[Opening INPUT DATA section]

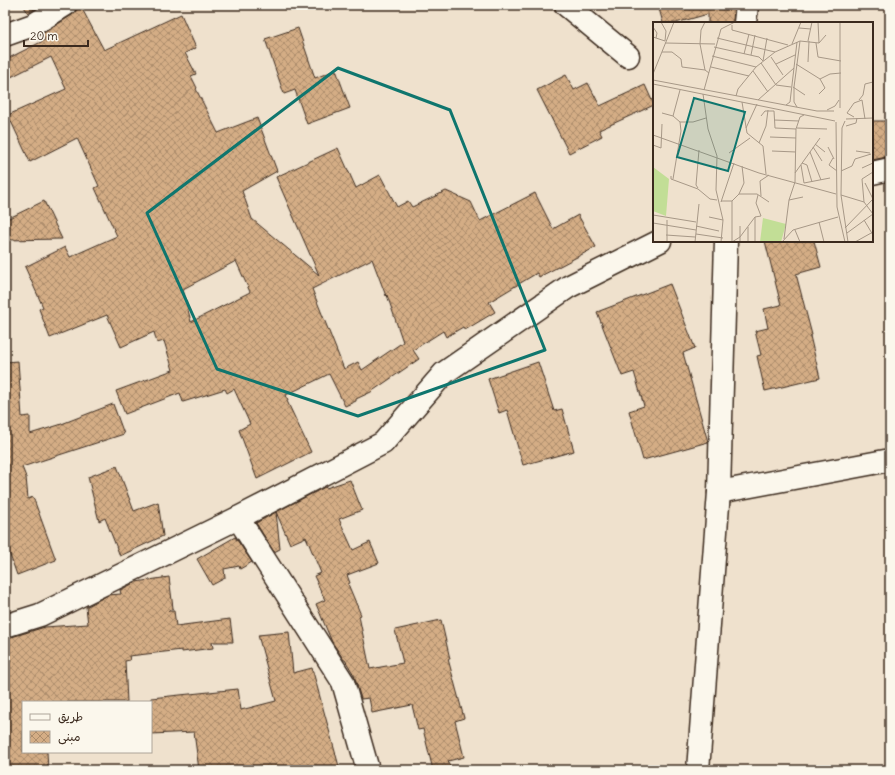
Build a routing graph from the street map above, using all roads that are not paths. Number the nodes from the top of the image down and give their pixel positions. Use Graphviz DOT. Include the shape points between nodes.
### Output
graph roads {
  1 [pos="65,5"];
  2 [pos="566,5"];
  3 [pos="747,5"];
  4 [pos="745,22"];
  5 [pos="5,35"];
  6 [pos="628,56"];
  7 [pos="890,169"];
  8 [pos="873,173"];
  9 [pos="658,242"];
  10 [pos="726,242"];
  11 [pos="890,460"];
  12 [pos="719,492"];
  13 [pos="238,518"];
  14 [pos="5,626"];
  15 [pos="368,770"];
  16 [pos="698,770"];
  1 -- 5 [label="street" via="32,25"];
  2 -- 6 [label="street"];
  3 -- 4 [label="street"];
  7 -- 8 [label="street"];
  9 -- 13 [label="street" via="568,287 444,373 383,443"];
  10 -- 12 [label="street"];
  11 -- 12 [label="street"];
  12 -- 16 [label="street"];
  13 -- 14 [label="street" via="40,616"];
  13 -- 15 [label="street" via="344,682"];
}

[Closing INPUT DATA section]

• **EXERCISE REQUIREMENTS**: From the first record to the last, restate everything exactly but omit the pictures.

• **ANSWER BELOW**:
Build a routing graph from the street map above, using all roads that are not paths. Number the nodes from the top of the image down and give their pixel positions. Use Graphviz DOT. Include the shape points between nodes.
### Output
graph roads {
  1 [pos="65,5"];
  2 [pos="566,5"];
  3 [pos="747,5"];
  4 [pos="745,22"];
  5 [pos="5,35"];
  6 [pos="628,56"];
  7 [pos="890,169"];
  8 [pos="873,173"];
  9 [pos="658,242"];
  10 [pos="726,242"];
  11 [pos="890,460"];
  12 [pos="719,492"];
  13 [pos="238,518"];
  14 [pos="5,626"];
  15 [pos="368,770"];
  16 [pos="698,770"];
  1 -- 5 [label="street" via="32,25"];
  2 -- 6 [label="street"];
  3 -- 4 [label="street"];
  7 -- 8 [label="street"];
  9 -- 13 [label="street" via="568,287 444,373 383,443"];
  10 -- 12 [label="street"];
  11 -- 12 [label="street"];
  12 -- 16 [label="street"];
  13 -- 14 [label="street" via="40,616"];
  13 -- 15 [label="street" via="344,682"];
}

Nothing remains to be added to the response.